I have had a lot of questions lately in regards to the upcoming changes to the appraisal process, known as the CU Program, with Fannie Mae. Many of you watched this link:
and after watching my email was full of questions on how this would effect upcoming transactions. I decided to dig in and talk to the head of our appraisal department. The key item to remember when dealing with HomeStreet is we own and operate our appraisal department, so our appraisers are hand selected by HomeStreet for the panel and have to pass rigorous standards in order to be a part of our panel. “Our appraiser panel nearly rejects 1/3 of its applicants, so most of our panel has already been weeded out” as per our head of appraisal department. With that said what we believe at HomeStreet is the companies that do not own/operate their AMC’s, Appraisal Management Companies, will have issues due to lack of experience and whom is sitting behind the desk trying to review these appraisals and interpret this new change. Below you will read the commentary straight from the head of all appraisal at HomeStreet and how we interpret the changes. Bottom line, HomeStreet Bank is positioned very, very well to tackle these changes and we can protect your sellers and buyers.

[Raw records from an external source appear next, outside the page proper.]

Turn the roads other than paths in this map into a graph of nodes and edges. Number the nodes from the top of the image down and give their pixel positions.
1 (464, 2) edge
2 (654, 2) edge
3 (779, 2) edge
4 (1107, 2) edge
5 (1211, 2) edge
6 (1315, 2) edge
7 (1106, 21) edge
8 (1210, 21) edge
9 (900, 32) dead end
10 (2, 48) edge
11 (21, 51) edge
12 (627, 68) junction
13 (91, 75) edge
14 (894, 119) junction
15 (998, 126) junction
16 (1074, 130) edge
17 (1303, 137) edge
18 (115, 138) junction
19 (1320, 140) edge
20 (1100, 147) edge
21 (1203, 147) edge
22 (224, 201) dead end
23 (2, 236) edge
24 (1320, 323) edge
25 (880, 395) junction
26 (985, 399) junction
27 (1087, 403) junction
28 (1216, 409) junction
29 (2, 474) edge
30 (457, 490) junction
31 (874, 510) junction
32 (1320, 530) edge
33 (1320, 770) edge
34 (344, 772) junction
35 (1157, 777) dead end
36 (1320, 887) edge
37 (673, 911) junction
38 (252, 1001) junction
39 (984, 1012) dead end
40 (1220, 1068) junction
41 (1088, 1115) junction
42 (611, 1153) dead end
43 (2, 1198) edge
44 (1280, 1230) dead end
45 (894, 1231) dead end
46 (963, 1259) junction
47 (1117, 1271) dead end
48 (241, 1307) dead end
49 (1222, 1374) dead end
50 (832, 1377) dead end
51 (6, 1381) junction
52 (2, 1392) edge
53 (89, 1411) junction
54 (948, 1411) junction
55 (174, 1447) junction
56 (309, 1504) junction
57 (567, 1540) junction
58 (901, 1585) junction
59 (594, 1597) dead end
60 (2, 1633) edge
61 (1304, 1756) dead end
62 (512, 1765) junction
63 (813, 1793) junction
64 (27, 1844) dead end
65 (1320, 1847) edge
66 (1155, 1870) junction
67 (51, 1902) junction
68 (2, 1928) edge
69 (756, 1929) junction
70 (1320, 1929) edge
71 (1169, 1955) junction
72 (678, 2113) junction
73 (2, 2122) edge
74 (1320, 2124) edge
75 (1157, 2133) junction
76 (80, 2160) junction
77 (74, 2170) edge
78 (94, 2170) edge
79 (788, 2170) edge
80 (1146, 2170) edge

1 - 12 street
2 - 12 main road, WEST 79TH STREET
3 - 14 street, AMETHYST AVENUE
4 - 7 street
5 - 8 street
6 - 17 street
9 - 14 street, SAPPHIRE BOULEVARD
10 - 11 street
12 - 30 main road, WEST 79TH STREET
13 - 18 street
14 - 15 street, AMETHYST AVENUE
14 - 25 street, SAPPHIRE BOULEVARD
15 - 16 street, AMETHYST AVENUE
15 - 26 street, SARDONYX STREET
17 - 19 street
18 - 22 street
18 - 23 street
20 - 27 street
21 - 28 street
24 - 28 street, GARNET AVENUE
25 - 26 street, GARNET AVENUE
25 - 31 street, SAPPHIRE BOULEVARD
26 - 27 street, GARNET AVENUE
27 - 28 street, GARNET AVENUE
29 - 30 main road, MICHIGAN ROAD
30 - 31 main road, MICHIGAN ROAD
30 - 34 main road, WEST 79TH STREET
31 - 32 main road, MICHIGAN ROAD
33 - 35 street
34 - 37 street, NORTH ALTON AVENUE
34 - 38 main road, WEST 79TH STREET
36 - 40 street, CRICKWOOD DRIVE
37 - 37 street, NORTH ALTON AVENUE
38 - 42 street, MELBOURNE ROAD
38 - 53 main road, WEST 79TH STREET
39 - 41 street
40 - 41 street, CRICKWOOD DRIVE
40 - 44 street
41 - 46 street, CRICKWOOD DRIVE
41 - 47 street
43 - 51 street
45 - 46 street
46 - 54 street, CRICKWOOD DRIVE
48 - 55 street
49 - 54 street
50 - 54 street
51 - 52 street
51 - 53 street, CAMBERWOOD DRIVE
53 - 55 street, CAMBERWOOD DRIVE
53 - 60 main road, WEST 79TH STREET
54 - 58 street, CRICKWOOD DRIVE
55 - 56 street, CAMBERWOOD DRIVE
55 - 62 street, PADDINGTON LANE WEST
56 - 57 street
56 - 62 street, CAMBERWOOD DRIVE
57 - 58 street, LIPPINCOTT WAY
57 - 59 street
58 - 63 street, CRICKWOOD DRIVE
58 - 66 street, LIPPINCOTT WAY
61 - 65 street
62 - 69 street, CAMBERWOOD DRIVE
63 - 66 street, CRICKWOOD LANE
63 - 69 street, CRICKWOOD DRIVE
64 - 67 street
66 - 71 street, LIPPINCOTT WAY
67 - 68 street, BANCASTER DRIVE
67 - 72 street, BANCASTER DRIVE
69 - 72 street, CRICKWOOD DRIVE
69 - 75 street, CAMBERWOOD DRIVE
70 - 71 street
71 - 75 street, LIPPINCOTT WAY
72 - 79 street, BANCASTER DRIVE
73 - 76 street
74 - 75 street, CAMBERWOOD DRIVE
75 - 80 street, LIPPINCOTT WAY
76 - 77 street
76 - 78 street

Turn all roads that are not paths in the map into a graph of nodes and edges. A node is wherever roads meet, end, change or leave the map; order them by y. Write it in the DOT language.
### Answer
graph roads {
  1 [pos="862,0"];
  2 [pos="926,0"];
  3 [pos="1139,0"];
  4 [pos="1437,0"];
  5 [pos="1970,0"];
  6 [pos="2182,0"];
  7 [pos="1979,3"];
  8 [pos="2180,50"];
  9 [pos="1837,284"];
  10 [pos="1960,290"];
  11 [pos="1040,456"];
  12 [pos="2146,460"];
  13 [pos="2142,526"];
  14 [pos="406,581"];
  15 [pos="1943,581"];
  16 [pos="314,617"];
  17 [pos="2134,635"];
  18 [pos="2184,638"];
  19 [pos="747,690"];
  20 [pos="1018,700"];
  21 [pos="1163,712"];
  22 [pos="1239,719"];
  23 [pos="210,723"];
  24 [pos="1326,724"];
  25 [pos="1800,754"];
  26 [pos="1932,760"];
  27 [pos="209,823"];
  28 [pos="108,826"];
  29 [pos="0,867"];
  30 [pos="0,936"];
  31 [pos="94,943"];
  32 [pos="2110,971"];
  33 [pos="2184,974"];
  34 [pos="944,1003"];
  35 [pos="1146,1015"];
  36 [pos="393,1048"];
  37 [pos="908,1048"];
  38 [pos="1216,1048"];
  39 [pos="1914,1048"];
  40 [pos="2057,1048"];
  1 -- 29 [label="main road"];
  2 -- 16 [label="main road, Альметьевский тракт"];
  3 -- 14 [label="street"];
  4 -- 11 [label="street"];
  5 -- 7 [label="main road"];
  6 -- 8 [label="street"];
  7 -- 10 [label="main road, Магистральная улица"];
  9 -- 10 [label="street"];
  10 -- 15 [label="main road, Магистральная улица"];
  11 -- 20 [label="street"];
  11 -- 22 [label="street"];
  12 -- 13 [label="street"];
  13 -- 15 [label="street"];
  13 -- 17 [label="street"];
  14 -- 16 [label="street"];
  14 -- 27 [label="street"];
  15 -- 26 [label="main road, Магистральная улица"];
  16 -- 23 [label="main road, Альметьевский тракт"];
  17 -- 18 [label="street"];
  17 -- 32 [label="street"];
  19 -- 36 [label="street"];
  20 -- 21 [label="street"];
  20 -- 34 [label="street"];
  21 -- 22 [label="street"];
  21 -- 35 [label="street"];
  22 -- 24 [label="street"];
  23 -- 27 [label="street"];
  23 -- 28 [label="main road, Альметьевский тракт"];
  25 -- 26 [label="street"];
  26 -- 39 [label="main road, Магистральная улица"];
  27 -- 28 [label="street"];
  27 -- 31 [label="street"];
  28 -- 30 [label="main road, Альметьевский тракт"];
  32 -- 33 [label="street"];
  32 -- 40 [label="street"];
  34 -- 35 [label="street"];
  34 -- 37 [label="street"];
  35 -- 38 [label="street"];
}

Tip: If you are listing agent accepting offers you are looking pre approval letters from lenders whom own operate their appraisal panel. Typically your large banks, brokers, and most correspondent lenders do not. They use a 3rd party AMC typically.
Tip#2: If you are working with buyers I would also make sure the lenders they are pre approved with have the above criteria as well.
Tip#3: If you are working my team and HomeStreet Bank we will make sure to let the listing agents know on the offer going in we can help both their seller and agent navigate this new uncharted territory.
Here is the email from the head our appraisal department, Clark Dickson, in response to the upcoming CU changes: (READ THIS)
My thoughts are that it is simply too early to determine how this all will affect appraisals/appraisers/mortgages, going forward. As usual, there are always “The sky is falling” folks in the mix who always predict doom and gloom.
None of us here at the bank in the appraisal department has actually “seen” what CU will actually be. All of us are aware of it and our compliance officer has been in any number of meetings and seminars to determine how it may affect us moving forward.
When I was in Las Vegas in November listening to the head FNMA appraiser discuss the implications of this “CU” program, he was downplaying it’s immediate influence. The way he described it was as a double-check against appraiser’s choosing inferior comps, to inflate values and additionally, some minor level of insurance that the appraisers at least considered the most appropriate comps.
Generally, I believe that good appraisers, doing good appraisals, will be just fine, doing what they have historically done, provided that they explain what they did and why they did it. To that end, we just finished an all-day seminar in both Carlsbad and Pasadena (and Fairfield/Dublin-Cathy), where we strongly encouraged appraisers to stop being form-fillers and gave them permission to become appraisers again. This seminar was CA-approved for continuing education credits for appraisers. We gave them specific language and techniques to more-strongly support their appraisals, along with a myriad of other issues. Between the four venues, we had nearly 300 HomeStreet-only appraisers in, to re-learn how to work for us and provide well supported, credible appraisals for the secondary market.
FNMA appears to be trying to weed out weaker appraisers. Our appraiser panel rejects nearly 1/3 of it’s applicants, so most of our panel has already been weeded out.
One of the assumptions made by the article below, is that AMC’s don’t have access to local data for ROV purposes and won’t be able to respond to the now-available 20 additional “low risk” comps. Our experienced appraisal review team all have over 20 years of technical appraisal experience each, and we have MLS access to data for almost every area that we service. In addition, our review team is residentially certified in all states that we serve. We have three dedicated, experienced review appraisers stationed in or near Southern CA with MLS data for all So Cal counties. We have three more in Northern CA.
It is a sure bet that many cost conscious AMCs will use low cost unlicensed staff to ‘review’ these computer generated comparables and ask for the originating appraiser to respond to any that have a lower ‘risk rank’ than the comparables selected by the appraiser. This is not the case with us. We will read the appraisal to determine if the appraisal has performed a reasonable analysis and supported his/her assertions in a credible manner, irrespective of computer generated printouts. Based on all of the appraisal, we will question or have the appraiser respond to issues, based on sound reasoning and not a printout.
The directives from FNMA are that the neighborhood IS the neighborhood and that the data from the 1004MC (market conditions report) is dependent upon the actual sales data. Irrespective of how they think they will be able to use CBG (Census Book Groups) to determine neighborhood data, they won’t. It’s an apples-to-oranges comparison, which will never fit.
Every one of our HomeStreet appraisers on staff is already registered for THREE different units of FNMA training in January/February to become expert in CU. Our compliance officer will keep us up to date and compliant. But the sky is not yet falling and there is always a knee-jerk, over-reaction when these edicts come out from FNMA.
If there are truly issues to be addressed, then we will do so in a rational, compliant manner, leaving the sky where it belongs. There is truly no need to panic at this point, although the dooms-dayers are already at it.